Tropical countries don’t like how Mercator world maps magnify everything except for the tropics. Recently, many have endorsed the Equal-Earth (EE) map-projection, to replace Mercator, because they don’t like how Mercator magnifies everything except for the tropics. My thoughts on this are as follows.

Equal-area maps avoid the fault by showing every country, continent and region with their with their areas on the map in the same proportions as their areas on the Earth. Such equal-Area maps have been around for a long time, at least back to the 1400s or 1500s, and maybe much earlier, and were used in atlases at least as far back as the 1500s.

Karl Mollweide – link

In 1805, German mathematician Karl Mollweide introduced an elliptical equal-area world-map that became immensely popular. Mollweide didn’t publicize it, and its big popularity began when Jacques Babinet, publicized it in France in 1857. It was then very widely used in atlases and classrooms for about 130 years, maybe longer in some countries.

Other equal-area maps were added in subsequent years in the 19th and 20th centuries, but Mollweide remained immensely popular. For example it was on the wall in my classroom when I was young.

Maybe around the late 1980s, there began a fashion among cartographers, for “compromise maps” – maps that are neither equal-area nor “conformal” (local-shape and layout preserving).

Even when equal-area maps were widely-used, few people had heard of them, until Arno Peters, a German historian and publicist, in the 1980s, re-invented and re-proposed an 1855 equal-area cylindrical map called Gall Orthographic.

Peters, and many others, thought that it was Peters’ invention and that it was the first equal-area map. It was then named “The Peters Projection”. It became very popular, adopted by various international aid-organizations, church organizations and U.N. agencies. Later it got the name “Gall-Peters” (GP).

But GP heavily, drastically, distorts shapes on most of the Earth. Many call it ugly, with justification.

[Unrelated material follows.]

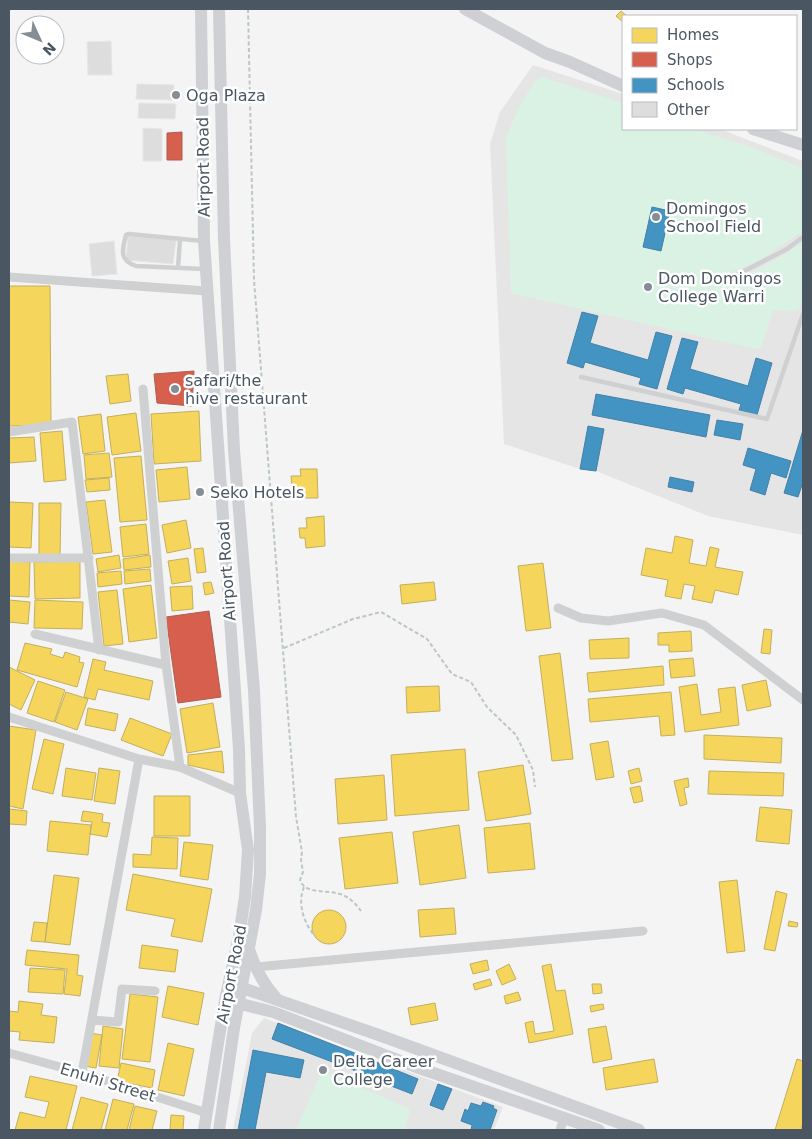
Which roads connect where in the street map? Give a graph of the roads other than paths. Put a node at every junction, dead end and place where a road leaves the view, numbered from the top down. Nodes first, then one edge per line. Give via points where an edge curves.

It makes Africa and South America look as if they were made of wax and someone forgot to turn the air-conditioner on. A cartographer said that it makes those two continents look like tattered long-underwear hung out to dry.

This was outrageously unfair to the beautiful elliptical Mollweide, which had 130 years of huge popularity.

Cartographers were furious because Peters made various mis-statements and mistaken claims about ‘his’ map. Also, they were likely jealous because Peters upstaged them by bringing equal-area to international attention.

So some cartographers wanted a belated counter-proposal. It was pointed out that it should be new (or at least billed as new) so that it could be hyped and get big attention as a new invention. The cartographers were obviously shamelessly taking a leaf from Peters’ book.

Could the motive of self-glorification have entered in?

Flat-pole hybrid maps were also popular with cartographers. Someone cynical could suggest that this was because they offer endless scope for new variations of the same old thing.

All of the maps mentioned so far are “pseudocylindrical”, meaning that their parallels are parallel straight lines, with each parallel having constant scale.

Flat pole hybrids (FPH) represent the poles as straight-lines (though they’re really points), and have curved meridians (and therefore curved sides).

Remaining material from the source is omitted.